*** Opening of SOURCE MATERIAL ***

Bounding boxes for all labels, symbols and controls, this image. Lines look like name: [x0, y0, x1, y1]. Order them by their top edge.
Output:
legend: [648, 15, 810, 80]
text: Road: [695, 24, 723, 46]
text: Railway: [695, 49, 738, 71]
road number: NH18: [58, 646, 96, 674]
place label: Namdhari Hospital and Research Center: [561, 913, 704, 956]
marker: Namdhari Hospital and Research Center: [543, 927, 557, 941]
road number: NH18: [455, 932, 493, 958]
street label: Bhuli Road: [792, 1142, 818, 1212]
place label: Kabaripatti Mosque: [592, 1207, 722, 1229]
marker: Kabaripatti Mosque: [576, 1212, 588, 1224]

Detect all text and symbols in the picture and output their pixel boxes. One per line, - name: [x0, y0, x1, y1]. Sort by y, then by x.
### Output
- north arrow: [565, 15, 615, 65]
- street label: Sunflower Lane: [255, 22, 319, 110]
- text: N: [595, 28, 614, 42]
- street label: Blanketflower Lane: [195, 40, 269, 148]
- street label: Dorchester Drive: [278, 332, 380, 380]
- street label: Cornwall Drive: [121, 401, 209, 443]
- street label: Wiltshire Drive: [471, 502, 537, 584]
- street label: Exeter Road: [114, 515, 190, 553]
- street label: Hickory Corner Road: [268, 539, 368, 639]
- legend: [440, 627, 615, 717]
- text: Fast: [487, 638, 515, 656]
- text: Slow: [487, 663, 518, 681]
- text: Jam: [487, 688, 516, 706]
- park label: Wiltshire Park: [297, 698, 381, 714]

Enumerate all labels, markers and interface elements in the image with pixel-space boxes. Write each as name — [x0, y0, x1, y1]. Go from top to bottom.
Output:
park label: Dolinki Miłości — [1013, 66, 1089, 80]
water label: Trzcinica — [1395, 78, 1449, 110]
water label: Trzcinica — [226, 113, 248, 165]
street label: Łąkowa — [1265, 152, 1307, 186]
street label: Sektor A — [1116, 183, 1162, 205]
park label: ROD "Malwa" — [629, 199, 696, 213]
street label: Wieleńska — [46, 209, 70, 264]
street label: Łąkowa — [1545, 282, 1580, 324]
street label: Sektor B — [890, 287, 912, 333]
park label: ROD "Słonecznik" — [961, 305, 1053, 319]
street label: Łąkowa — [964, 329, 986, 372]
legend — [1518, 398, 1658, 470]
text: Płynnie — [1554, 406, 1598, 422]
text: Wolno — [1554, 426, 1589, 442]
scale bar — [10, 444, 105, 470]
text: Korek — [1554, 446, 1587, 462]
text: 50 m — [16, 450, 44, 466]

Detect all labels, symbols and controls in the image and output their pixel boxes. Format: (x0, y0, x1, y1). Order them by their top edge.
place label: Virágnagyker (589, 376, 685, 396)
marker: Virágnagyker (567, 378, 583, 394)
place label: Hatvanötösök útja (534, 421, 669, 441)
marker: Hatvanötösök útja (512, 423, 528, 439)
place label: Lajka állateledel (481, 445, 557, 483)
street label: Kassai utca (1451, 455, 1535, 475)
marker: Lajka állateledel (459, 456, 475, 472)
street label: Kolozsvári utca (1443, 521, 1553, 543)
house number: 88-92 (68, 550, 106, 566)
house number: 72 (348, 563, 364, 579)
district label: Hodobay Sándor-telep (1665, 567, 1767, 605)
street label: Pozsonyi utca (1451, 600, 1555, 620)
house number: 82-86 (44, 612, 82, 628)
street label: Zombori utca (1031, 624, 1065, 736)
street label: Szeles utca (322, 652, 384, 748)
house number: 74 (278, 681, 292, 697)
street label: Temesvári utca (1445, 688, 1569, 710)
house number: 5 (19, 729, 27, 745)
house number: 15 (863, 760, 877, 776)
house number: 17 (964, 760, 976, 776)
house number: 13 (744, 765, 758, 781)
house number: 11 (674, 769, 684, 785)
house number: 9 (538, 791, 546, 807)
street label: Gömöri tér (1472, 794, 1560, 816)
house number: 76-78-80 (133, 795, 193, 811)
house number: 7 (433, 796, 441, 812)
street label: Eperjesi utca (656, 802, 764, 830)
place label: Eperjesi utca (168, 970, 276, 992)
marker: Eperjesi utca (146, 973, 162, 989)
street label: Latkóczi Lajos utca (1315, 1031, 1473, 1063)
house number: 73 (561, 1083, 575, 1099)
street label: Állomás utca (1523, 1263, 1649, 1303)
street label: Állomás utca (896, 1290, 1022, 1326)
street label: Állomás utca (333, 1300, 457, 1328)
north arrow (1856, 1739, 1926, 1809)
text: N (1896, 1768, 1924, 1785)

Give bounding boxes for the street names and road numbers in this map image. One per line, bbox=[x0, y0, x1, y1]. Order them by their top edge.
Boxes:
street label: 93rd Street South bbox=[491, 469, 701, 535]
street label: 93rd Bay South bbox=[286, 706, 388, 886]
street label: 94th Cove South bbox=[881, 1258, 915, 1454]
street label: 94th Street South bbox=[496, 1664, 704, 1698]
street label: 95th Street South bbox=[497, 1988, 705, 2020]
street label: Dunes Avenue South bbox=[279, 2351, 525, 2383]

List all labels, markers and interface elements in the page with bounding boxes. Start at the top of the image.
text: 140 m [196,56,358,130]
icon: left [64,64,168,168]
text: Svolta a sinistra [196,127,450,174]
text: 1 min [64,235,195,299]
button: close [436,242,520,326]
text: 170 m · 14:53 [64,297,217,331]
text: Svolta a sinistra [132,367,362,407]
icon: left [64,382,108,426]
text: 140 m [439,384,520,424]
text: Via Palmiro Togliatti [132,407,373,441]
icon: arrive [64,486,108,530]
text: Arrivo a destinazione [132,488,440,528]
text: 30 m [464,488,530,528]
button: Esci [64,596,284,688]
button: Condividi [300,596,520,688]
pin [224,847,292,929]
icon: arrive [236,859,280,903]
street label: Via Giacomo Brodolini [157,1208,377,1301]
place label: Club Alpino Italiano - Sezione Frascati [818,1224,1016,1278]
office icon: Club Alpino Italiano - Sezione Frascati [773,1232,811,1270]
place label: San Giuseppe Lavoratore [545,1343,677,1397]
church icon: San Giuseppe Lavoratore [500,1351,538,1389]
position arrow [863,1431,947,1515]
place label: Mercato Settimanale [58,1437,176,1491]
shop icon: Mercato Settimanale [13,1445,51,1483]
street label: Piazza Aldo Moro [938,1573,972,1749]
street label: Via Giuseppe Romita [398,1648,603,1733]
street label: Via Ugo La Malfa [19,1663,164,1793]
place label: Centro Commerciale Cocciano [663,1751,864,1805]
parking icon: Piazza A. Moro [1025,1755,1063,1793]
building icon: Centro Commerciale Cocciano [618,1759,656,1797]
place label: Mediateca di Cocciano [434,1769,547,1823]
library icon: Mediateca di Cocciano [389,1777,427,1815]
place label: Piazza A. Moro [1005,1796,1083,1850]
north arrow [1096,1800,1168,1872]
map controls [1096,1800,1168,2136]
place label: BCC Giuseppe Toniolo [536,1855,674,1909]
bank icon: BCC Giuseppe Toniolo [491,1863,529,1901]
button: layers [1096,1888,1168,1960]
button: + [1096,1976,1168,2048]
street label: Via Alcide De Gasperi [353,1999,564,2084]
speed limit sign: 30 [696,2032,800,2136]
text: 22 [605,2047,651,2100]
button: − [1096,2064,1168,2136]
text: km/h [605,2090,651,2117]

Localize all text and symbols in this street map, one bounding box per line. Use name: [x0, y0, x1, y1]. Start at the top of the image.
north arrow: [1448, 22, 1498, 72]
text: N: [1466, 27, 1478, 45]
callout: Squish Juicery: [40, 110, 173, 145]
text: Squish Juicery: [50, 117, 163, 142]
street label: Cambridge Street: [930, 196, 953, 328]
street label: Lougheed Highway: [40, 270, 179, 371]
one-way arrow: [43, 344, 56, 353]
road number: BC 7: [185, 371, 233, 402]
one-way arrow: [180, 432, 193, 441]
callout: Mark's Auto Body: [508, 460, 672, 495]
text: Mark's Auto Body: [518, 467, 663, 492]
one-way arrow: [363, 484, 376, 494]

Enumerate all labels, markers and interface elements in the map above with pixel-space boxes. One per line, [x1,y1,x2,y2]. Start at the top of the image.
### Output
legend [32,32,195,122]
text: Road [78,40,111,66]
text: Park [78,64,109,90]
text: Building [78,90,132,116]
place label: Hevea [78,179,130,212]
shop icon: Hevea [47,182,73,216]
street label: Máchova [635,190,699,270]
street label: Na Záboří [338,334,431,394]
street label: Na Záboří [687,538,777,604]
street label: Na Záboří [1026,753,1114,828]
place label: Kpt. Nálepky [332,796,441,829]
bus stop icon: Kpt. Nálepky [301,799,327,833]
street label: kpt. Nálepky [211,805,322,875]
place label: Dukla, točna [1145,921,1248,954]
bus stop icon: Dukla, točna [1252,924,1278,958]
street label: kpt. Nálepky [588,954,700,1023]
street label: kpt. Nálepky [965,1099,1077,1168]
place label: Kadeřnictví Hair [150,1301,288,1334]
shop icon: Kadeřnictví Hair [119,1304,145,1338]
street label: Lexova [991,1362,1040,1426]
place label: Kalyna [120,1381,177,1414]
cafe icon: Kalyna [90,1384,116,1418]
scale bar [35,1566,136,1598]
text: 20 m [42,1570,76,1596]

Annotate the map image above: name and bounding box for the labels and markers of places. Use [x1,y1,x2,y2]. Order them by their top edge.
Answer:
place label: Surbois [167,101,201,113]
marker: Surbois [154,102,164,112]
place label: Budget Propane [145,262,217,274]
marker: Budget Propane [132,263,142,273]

*** Close of SOURCE MATERIAL ***

WHAT TO DO:
Give again, word for word, every line of the listing above from the one with "Localize all text" to the one with "Annotate the map", both inclusive, and nothing beyond them.

OUTPUT FOR THIS TASK:
Localize all text and symbols in this street map, one bounding box per line. Use name: [x0, y0, x1, y1]. Start at the top of the image.
north arrow: [1448, 22, 1498, 72]
text: N: [1466, 27, 1478, 45]
callout: Squish Juicery: [40, 110, 173, 145]
text: Squish Juicery: [50, 117, 163, 142]
street label: Cambridge Street: [930, 196, 953, 328]
street label: Lougheed Highway: [40, 270, 179, 371]
one-way arrow: [43, 344, 56, 353]
road number: BC 7: [185, 371, 233, 402]
one-way arrow: [180, 432, 193, 441]
callout: Mark's Auto Body: [508, 460, 672, 495]
text: Mark's Auto Body: [518, 467, 663, 492]
one-way arrow: [363, 484, 376, 494]

Enumerate all labels, markers and interface elements in the map above with pixel-space boxes. One per line, [x1,y1,x2,y2]. Start at the top of the image.
### Output
legend [32,32,195,122]
text: Road [78,40,111,66]
text: Park [78,64,109,90]
text: Building [78,90,132,116]
place label: Hevea [78,179,130,212]
shop icon: Hevea [47,182,73,216]
street label: Máchova [635,190,699,270]
street label: Na Záboří [338,334,431,394]
street label: Na Záboří [687,538,777,604]
street label: Na Záboří [1026,753,1114,828]
place label: Kpt. Nálepky [332,796,441,829]
bus stop icon: Kpt. Nálepky [301,799,327,833]
street label: kpt. Nálepky [211,805,322,875]
place label: Dukla, točna [1145,921,1248,954]
bus stop icon: Dukla, točna [1252,924,1278,958]
street label: kpt. Nálepky [588,954,700,1023]
street label: kpt. Nálepky [965,1099,1077,1168]
place label: Kadeřnictví Hair [150,1301,288,1334]
shop icon: Kadeřnictví Hair [119,1304,145,1338]
street label: Lexova [991,1362,1040,1426]
place label: Kalyna [120,1381,177,1414]
cafe icon: Kalyna [90,1384,116,1418]
scale bar [35,1566,136,1598]
text: 20 m [42,1570,76,1596]

Annotate the map image above: name and bounding box for the labels and markers of places. Use [x1,y1,x2,y2]. Order them by their top edge.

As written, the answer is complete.